Collected data
========

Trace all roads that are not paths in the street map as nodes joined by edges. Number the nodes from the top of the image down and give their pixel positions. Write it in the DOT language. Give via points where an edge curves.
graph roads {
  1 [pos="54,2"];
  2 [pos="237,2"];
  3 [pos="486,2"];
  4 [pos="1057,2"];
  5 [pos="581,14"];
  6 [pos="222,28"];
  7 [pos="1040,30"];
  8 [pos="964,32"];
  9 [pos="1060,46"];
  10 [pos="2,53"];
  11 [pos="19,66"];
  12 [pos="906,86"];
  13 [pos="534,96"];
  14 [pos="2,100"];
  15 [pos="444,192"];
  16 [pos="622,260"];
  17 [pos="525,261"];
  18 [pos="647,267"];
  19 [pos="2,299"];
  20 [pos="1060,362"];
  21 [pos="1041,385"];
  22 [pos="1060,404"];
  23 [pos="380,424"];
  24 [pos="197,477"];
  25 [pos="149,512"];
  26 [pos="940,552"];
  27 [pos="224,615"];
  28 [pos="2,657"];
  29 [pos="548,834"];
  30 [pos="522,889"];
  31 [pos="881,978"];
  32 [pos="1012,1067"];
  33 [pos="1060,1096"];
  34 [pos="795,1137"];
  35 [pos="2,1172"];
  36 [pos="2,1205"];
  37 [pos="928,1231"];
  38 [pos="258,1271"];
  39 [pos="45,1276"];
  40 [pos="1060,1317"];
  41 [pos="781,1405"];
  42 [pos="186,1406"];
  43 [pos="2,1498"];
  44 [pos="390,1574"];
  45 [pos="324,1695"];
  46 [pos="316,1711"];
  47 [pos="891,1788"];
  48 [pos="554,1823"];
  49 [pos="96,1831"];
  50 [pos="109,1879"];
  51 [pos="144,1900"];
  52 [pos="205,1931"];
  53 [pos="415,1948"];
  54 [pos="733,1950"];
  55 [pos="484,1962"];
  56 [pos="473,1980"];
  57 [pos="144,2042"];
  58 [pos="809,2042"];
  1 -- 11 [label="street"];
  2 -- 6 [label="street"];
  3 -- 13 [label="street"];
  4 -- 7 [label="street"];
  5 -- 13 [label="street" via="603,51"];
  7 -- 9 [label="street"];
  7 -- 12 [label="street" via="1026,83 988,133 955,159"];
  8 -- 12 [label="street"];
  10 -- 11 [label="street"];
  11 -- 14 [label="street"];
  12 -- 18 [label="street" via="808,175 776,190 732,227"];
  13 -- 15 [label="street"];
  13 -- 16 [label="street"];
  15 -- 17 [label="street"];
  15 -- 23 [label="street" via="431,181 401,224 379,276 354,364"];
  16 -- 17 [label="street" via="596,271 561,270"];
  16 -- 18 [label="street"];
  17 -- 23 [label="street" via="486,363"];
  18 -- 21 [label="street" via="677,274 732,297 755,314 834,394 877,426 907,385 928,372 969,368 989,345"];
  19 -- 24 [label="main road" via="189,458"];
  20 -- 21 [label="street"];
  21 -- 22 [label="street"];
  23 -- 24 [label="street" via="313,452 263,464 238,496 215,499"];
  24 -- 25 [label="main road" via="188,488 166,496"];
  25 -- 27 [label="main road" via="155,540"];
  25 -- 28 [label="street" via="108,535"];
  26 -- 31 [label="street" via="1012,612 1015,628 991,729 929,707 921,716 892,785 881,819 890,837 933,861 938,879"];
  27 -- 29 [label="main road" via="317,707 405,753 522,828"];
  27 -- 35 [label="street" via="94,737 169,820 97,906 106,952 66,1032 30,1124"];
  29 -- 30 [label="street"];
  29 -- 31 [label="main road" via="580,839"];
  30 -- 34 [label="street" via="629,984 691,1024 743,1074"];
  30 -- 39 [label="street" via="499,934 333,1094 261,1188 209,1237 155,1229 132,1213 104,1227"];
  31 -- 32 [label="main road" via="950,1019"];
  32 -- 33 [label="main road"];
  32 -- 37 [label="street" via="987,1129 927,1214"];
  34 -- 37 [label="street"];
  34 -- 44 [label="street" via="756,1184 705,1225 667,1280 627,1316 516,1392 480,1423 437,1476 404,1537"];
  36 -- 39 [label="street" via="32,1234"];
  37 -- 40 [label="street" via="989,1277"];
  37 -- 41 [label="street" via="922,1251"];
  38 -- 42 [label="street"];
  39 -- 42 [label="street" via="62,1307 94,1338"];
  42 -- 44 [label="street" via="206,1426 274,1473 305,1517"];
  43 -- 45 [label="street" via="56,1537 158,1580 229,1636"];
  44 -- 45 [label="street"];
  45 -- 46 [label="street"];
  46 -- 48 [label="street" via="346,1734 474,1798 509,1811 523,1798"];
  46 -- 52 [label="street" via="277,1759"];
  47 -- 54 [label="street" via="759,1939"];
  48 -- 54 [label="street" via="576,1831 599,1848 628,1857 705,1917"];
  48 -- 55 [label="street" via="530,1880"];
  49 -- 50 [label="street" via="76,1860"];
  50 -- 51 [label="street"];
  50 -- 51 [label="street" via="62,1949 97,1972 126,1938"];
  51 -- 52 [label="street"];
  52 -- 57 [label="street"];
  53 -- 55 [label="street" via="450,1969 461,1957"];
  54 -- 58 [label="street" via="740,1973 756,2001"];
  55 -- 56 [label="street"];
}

========

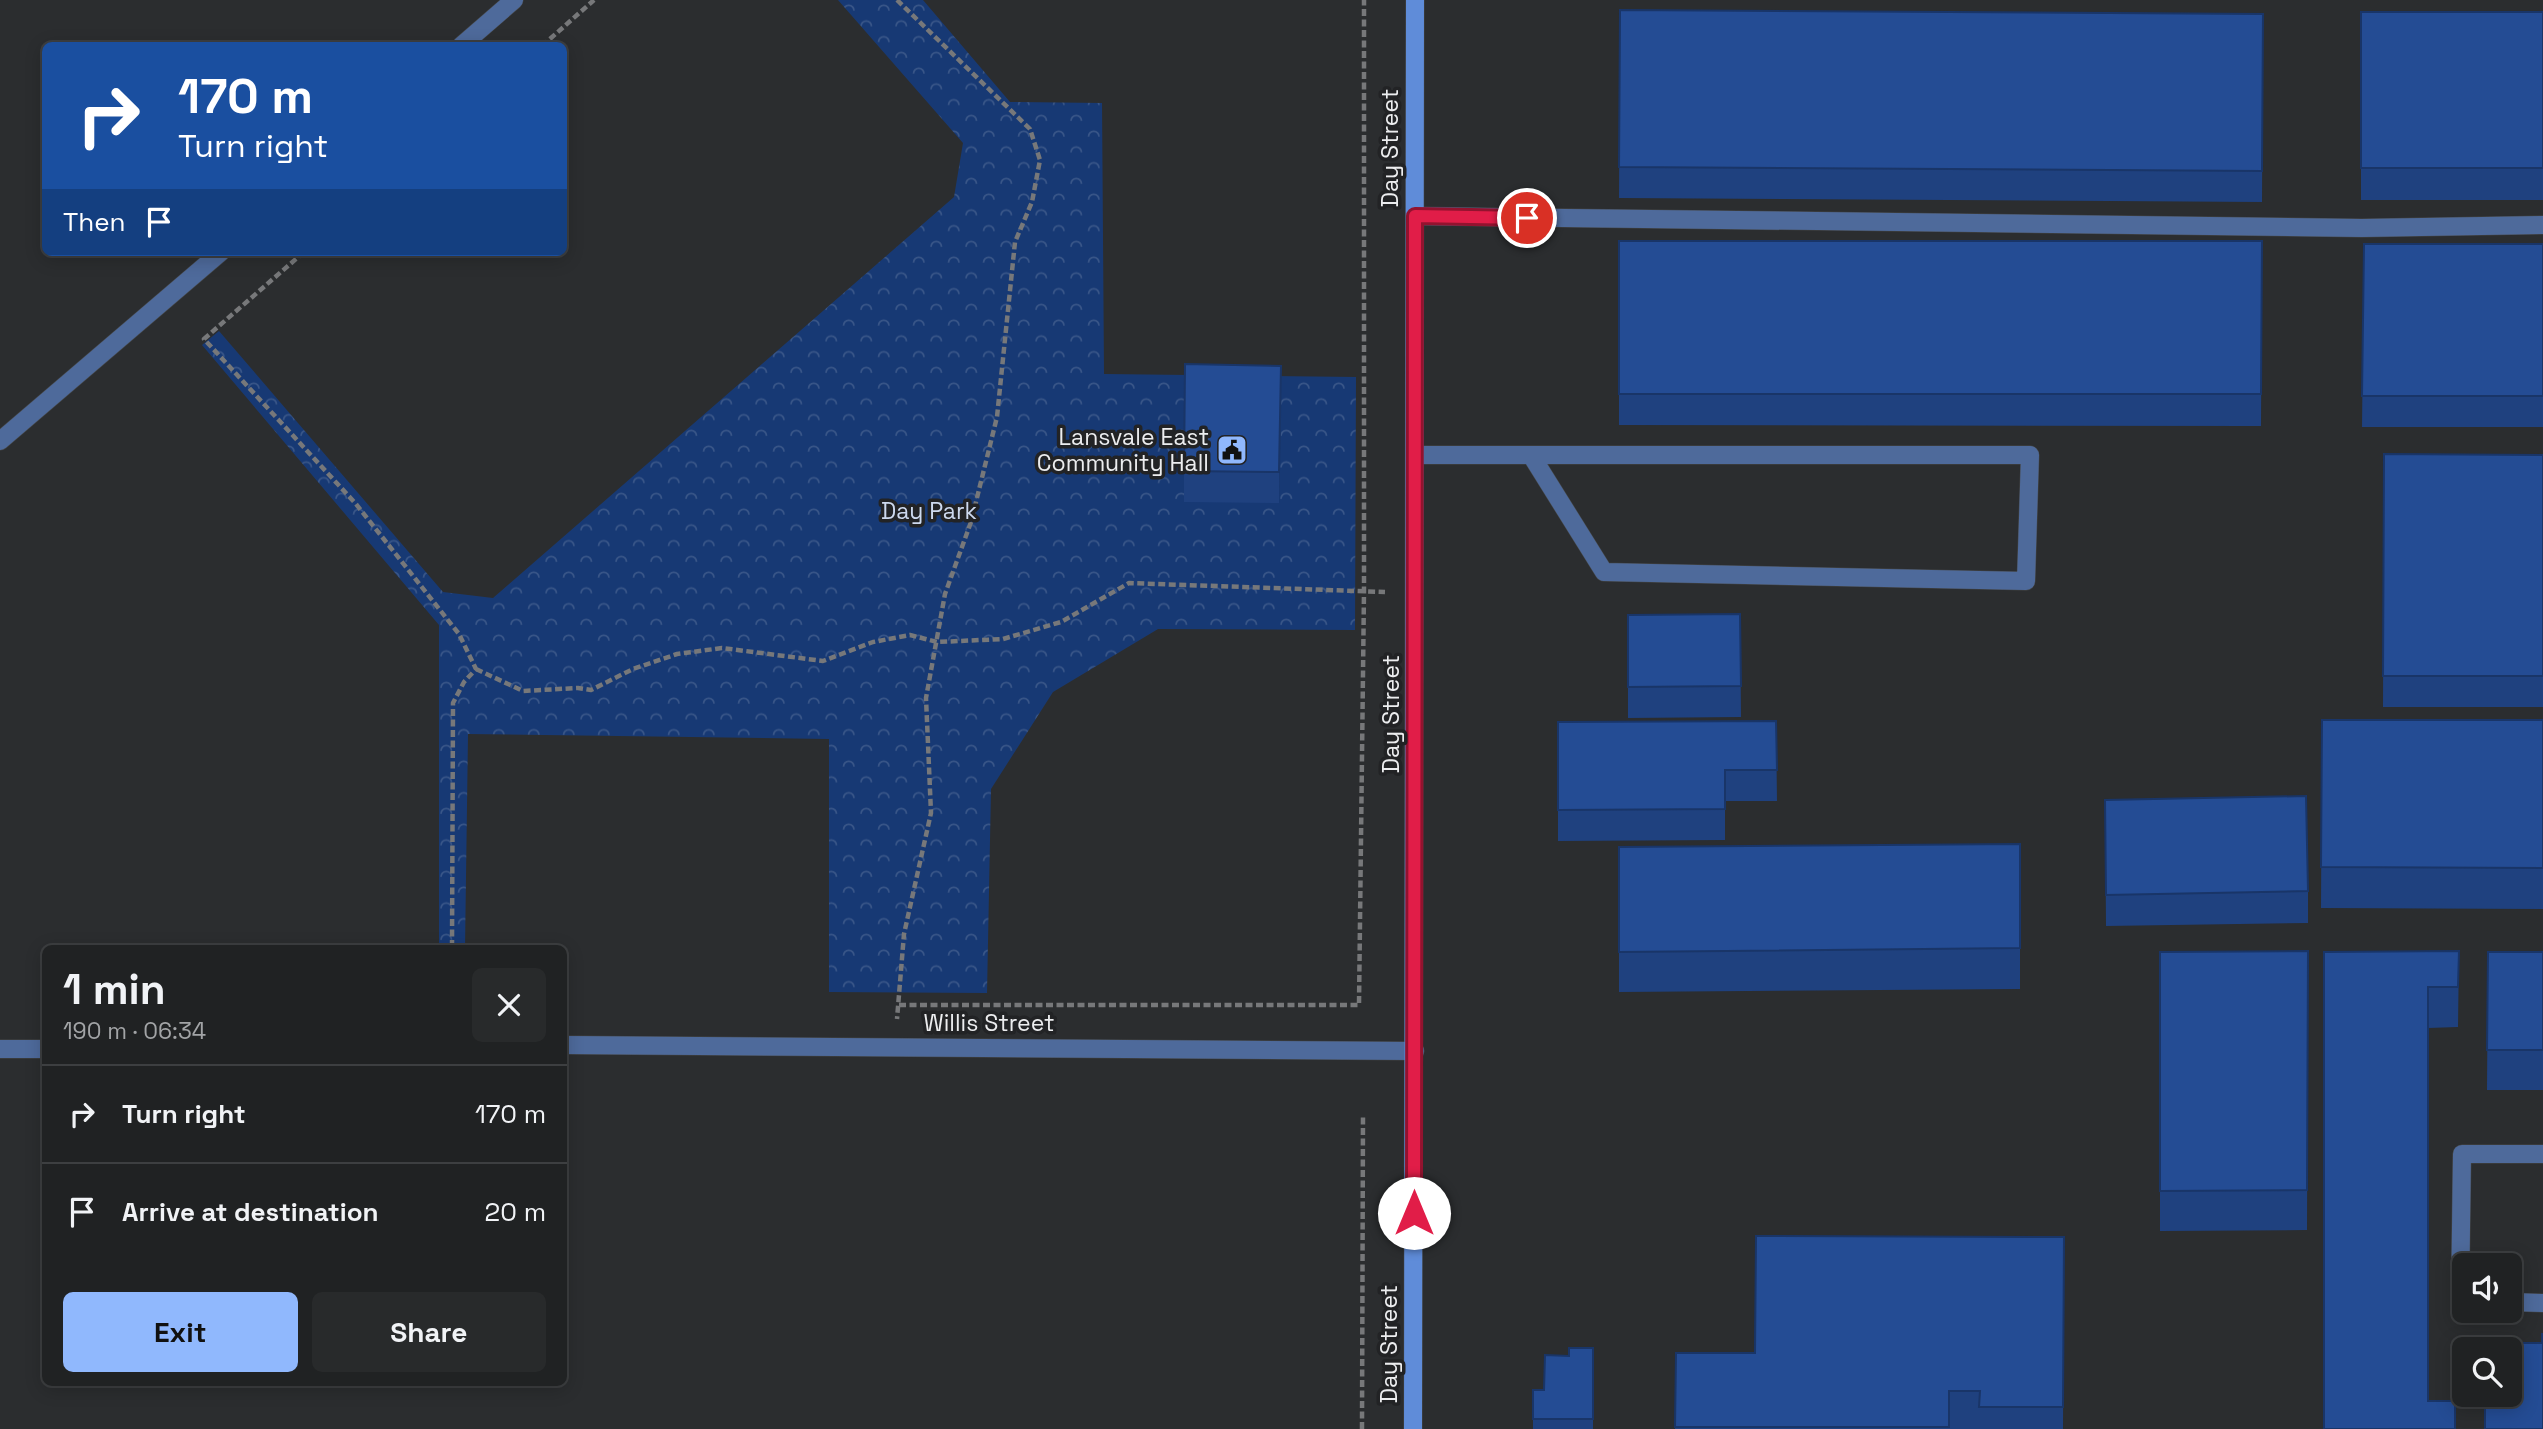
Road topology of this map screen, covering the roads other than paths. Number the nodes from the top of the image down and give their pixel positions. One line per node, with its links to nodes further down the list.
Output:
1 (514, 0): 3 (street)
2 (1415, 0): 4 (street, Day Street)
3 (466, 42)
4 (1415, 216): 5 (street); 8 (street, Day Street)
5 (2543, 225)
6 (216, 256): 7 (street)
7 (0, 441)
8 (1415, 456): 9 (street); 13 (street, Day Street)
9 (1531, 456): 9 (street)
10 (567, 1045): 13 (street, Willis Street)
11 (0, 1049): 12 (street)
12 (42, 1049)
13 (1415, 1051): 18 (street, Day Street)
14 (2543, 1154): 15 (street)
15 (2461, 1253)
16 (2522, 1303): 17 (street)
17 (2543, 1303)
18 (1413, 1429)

========

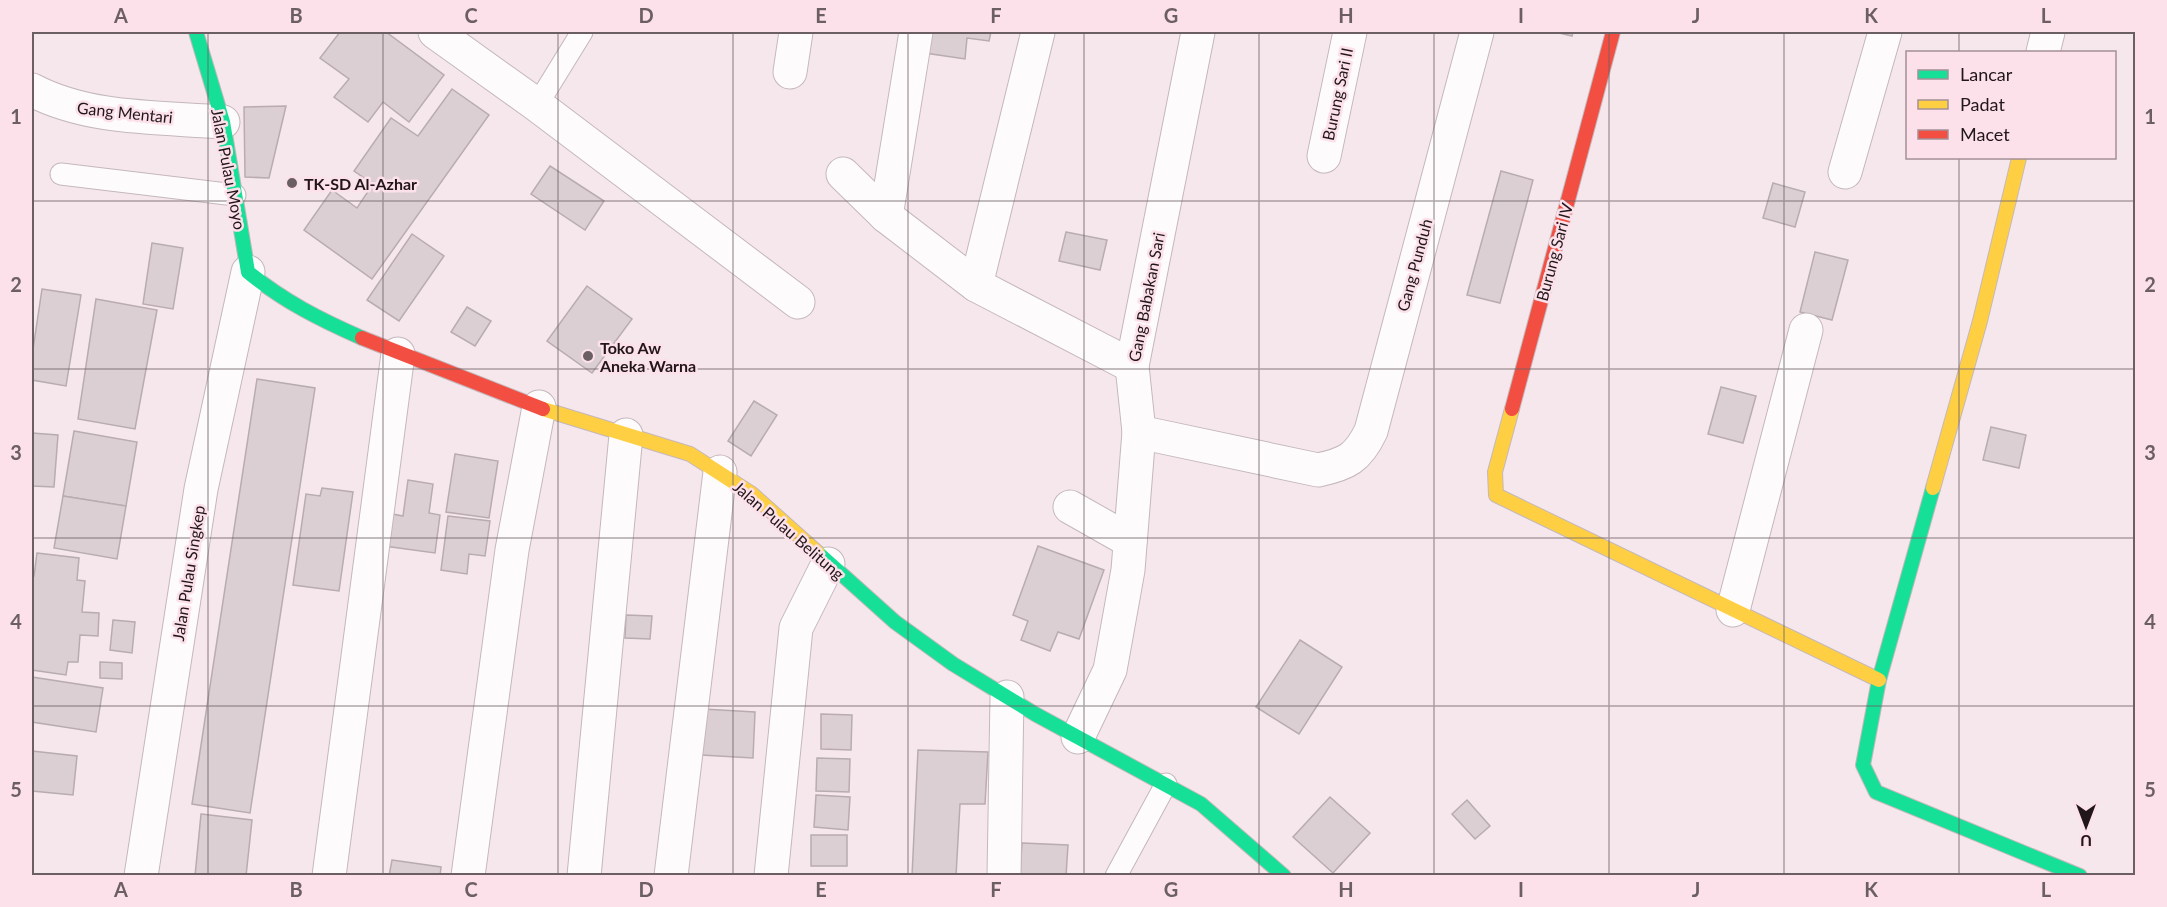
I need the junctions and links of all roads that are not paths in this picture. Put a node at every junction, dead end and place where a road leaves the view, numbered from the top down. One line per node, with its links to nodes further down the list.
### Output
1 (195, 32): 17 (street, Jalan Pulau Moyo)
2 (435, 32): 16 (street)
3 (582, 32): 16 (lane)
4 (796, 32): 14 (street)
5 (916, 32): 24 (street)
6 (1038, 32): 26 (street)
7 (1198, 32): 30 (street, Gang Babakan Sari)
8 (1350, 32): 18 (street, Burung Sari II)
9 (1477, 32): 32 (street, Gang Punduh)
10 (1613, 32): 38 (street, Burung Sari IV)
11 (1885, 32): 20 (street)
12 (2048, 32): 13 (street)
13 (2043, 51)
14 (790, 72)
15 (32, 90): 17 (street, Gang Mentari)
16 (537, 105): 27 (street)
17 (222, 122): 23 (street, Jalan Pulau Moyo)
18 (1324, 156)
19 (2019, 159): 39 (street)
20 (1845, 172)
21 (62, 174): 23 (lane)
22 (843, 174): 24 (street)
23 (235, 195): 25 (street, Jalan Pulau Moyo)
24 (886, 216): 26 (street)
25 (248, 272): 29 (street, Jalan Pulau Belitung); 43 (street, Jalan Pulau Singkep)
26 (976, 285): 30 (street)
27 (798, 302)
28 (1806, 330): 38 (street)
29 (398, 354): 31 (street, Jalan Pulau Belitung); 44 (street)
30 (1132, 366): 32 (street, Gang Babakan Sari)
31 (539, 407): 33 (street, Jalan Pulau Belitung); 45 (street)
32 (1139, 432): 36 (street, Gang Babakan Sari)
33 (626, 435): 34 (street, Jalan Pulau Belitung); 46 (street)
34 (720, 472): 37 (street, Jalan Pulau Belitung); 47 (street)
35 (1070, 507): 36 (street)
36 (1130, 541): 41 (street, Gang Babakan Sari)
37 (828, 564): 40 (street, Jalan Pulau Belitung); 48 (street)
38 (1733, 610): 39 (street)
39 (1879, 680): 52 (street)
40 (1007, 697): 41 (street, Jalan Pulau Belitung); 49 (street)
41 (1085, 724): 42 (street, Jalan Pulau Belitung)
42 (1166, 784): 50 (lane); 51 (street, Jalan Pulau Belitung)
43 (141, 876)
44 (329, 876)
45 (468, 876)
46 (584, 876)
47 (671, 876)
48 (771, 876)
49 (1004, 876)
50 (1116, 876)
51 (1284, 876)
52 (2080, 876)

========

From the entries, give the number of lines where the string "further" is found, and nothing else.

2